Designed by Mike Fitzgerald, who did a couple of great Rummy-based mystery games and the underrated Wyatt Earp over a decade ago, Hooyah follows on by being a mostly abstract, unthematic game with solid mechanics. This is definitely a disappointment out of the gate because almost nothing most folks would want out of anything that claims to be Navy SEALS-related is represented. Conflict is represented literally by colored, numbered cards and unspecific skill checks. There are no “tangos”, and almost no sense of meaningful opposition. Gameplay actions and decisions are completely divorced from any sense of integration between theme and mechanic. Operation Neptune Spear- the raid that ended with a SEAL putting two bullets into Osama Bin Laden- boils down to cooperatively playing enough of those colored cards to match a couple of target numbers.

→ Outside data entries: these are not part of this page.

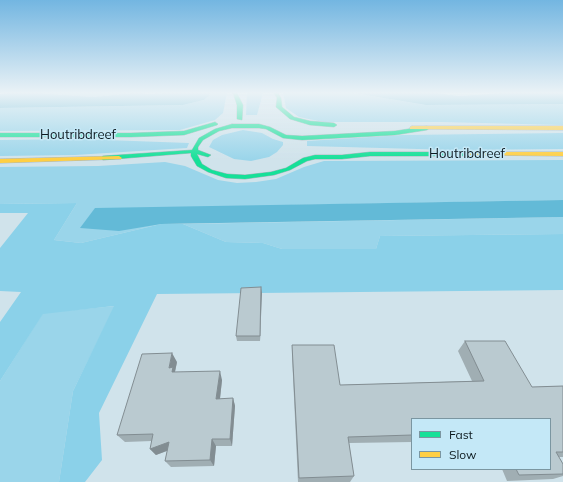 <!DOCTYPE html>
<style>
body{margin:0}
#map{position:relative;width:563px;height:482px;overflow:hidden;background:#d0e3eb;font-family:Mulish,sans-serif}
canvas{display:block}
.legend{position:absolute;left:411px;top:418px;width:140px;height:52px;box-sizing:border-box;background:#c4e8f7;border:1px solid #7b96a1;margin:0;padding:5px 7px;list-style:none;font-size:12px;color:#0d1a1f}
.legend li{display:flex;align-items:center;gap:8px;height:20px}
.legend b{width:20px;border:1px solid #7b96a1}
</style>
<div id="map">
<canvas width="563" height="482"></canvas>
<ul class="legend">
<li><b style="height:5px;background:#16e098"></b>Fast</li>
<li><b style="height:5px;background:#ffcf43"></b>Slow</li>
</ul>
</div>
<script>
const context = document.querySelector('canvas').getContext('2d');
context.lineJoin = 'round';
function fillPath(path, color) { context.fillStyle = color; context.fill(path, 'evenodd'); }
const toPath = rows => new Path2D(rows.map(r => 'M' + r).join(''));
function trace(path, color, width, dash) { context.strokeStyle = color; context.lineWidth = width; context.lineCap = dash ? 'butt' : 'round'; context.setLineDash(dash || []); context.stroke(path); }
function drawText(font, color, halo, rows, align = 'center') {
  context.font = font + ' Mulish,sans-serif'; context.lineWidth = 3; context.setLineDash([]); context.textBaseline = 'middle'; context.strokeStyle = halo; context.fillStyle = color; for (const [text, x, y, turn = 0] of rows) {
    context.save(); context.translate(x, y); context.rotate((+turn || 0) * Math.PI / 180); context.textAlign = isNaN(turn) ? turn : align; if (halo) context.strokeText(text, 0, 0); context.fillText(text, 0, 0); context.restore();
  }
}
fillPath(toPath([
 [40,93,133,93,93,97],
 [210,93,227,93,223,113,215,120,180,130,0,131,0,108,183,105,204,100,209,96],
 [247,93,263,93,257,115,246,115],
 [283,93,353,93,426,105,563,104,563,125,441,122,323,122,299,117,286,108],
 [243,130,262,133,273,139,283,142,283,145,277,152,269,157,251,161,234,159,209,147,213,140,222,135],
 [563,133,563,149,455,150,307,146,307,141,402,135],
 [79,139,189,143,187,148,75,155,0,156,0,140],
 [563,160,563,200,291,205,157,224,161,224,81,243,54,240,77,203,0,204,0,167,98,166,165,162,185,166,218,180,237,183,256,182,276,179,304,167,324,161],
 [563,217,563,234,380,236,376,249,282,249,263,243,226,242,183,224],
 [115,306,73,391,59,482,0,482,0,381,43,313]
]), '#9ad5ea');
fillPath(toPath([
 [77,203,54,240,81,243,161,224,183,224,226,242,263,243,282,249,376,249,380,236,563,234,563,290,157,294,99,413,102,460,85,482,59,482,73,391,114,306,43,314,0,381,0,322,21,292,0,291,0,248,28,213,0,213,0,204]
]), '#8bd1e9');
fillPath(toPath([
 [9,93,40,93,93,97,133,93,142,93,147,94,166,93,210,93,209,96,204,100,183,105,0,108,0,94],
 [353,93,437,93,459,96,502,93,563,93,563,104,426,105],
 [563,200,563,217,161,224,119,231,80,228,95,208]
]), '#63bad7');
const fast = toPath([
 [233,93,237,93,243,105,242,120,237,119,237,105,233,93],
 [274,93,278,93,281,98,282,107,294,117,310,121,334,123,337,125,334,127,310,125,290,119,276,107,277,98,274,93],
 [215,122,218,124,217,125,184,135,131,137,0,137,0,133,131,133,184,131,215,122],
 [232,124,259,124,270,127,286,135,302,136,395,131,427,126,430,128,427,130,395,135,302,140,283,138,266,129,259,128,232,128,219,131,203,140,198,147,198,150,211,155,208,157,197,154,202,164,212,170,227,174,245,175,271,172,286,168,303,158,315,155,342,155,370,152,468,152,471,154,468,156,370,156,342,159,315,159,307,161,290,170,274,175,245,179,226,178,208,172,197,166,191,156,191,153,103,160,100,158,103,156,192,150,199,138,215,129,232,124]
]);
const slow = toPath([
 [412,126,563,126,563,130,410,129,410,127,412,126],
 [468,152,563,152,563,156,466,155,465,154,468,152],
 [119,156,122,158,121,159,0,163,0,159,119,156]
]);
trace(fast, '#a8b6bd', 1);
trace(slow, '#a8b6bd', 1);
fillPath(fast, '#16e098');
fillPath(slow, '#ffcf43');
fillPath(toPath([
 [261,287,260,341,237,341,236,336],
 [465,341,532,387,563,386,563,457,559,457,563,464,563,476,553,479,507,481,502,469,550,469,550,419,412,419,412,442,349,443,354,476,350,482,298,482,292,355,292,345,340,385,472,381,458,351],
 [177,362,175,372,222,380,220,399,233,398,235,406,232,446,216,446,214,466,171,467,165,461,167,451,156,455,150,449,152,441,125,442,117,435]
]), '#a0aeb3');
fillPath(toPath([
 [261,287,262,293,260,341,260,336],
 [172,353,177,362,174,376,169,368],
 [220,371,222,380,219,407,216,399],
 [233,398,235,406,232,446,230,439],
 [212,439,216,446,214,466,210,460],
 [169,442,174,448,156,455,150,449]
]), '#828d92');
const building = toPath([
 [261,287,260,336,236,336,241,288,261,287],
 [465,341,505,341,532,387,563,386,563,452,556,452,563,464,563,474,519,475,516,469,550,469,550,419,412,419,412,435,348,437,354,476,299,478,292,345,334,345,340,385,484,381,465,341],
 [172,353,169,368,173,367,172,372,220,371,216,399,233,398,230,439,212,439,210,460,165,461,169,442,150,449,153,434,117,435,142,354,172,353]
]);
fillPath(building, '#bacad0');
trace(building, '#828d92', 1);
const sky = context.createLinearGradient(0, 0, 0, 160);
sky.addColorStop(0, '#73b6e1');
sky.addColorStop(0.58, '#eaf2f6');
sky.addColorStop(1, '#eaf2f600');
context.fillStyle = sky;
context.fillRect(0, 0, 563, 160);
drawText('13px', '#0d1a1f', '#c4e8f7', [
 ["Houtribdreef",78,135],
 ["Houtribdreef",467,154]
]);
</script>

Mr. Fitzgerald’s strength is in designing traditional card games with a light dusting of subject matter, and that’s definitely the case here. It’s worked in the past, but not so much in Hooyah. He really does try to sell the Navy SEALS concept- in each description of the game’s included missions he at least tries to explain why you’re using particular colors to overcome obstacles since each coordinates at least in name to a SEAL skill. But it just doesn’t provide enough of a transitive layer to put the player in the situation and communicate the danger of the kinds of operations that SEALS take on or the almost superhuman skill with which they execute them. Character cards with negligible special abilities don’t equate to immersion or engagement.
It’s a cooperative game, and most of what goes on consists of drafting cards either from a display or a blind draw from a deck. There are some equipment cards that generally let you pair them up with other cards to make another color or provide a special function such as resetting the display. There’s a really quite cool timer mechanic whereby players only get a certain number of drafts before they start losing health, which adds a nice and rather unexpected degree of tension to a mundane game process.
One player is a Lieutenant Commander, and at any point he can make a Roll Call- this is a smart way that the game gets around the “what cards do you have” groupthink that can spoil card-based co-ops. If the LC feels like the players have a good shot at making it through the current of five Ops (really just a pair of colored, numbered cards that indicate how many and what kind of cards the team will need to discard), it can be executed following a round of Events. It’s almost laughable to call them events, because they’re really just unexpected penalties and discards. Make it through, and if there was any time left on the clock from the preparation round there’s a bonus. It all ends if any player loses all of their health from failing skill checks or random events.
If you haven’t already sorted it out, I’m not very impressed by a game that calls itself the “Navy SEALS Card Game” that boils down to lots of card drawing and discards, occasionally showing you a picture of an assault rifle on a card. I really admire Mr. Fitzgerald’s attempt at bringing in historical missions with included descriptions and as a highly abstract, family card game it might be successful with some groups look for a low friction, low commitment card game. That said I’m not quite sure why it needs 40 pages of rules, even if it is a small format book.
It’s also a fairly easy game although there a couple of ways to increase the difficulty. But they’re silly- take one less health at the beginning or whatever. The missions are all more or less the same, just requiring different discards. One or two have some minor alterations, like an Insertion card that comes up or that handicaps one of the team members since they’re protecting a hostage.
The moral of the story here is to keep in mind that this a US Games System game designed by Mike Fitzgerald. That means it’s simple, abstract, traditional card game with pictures on the cards. It fits that description to a T, but Mr. Fitzgerald has done better designs and frankly there are better co-op games in this class that offer more value and more compelling gameplay. Whatever you do, don’t go into Hooyah expecting to come out feeling like you were a member of SEAL Team Six.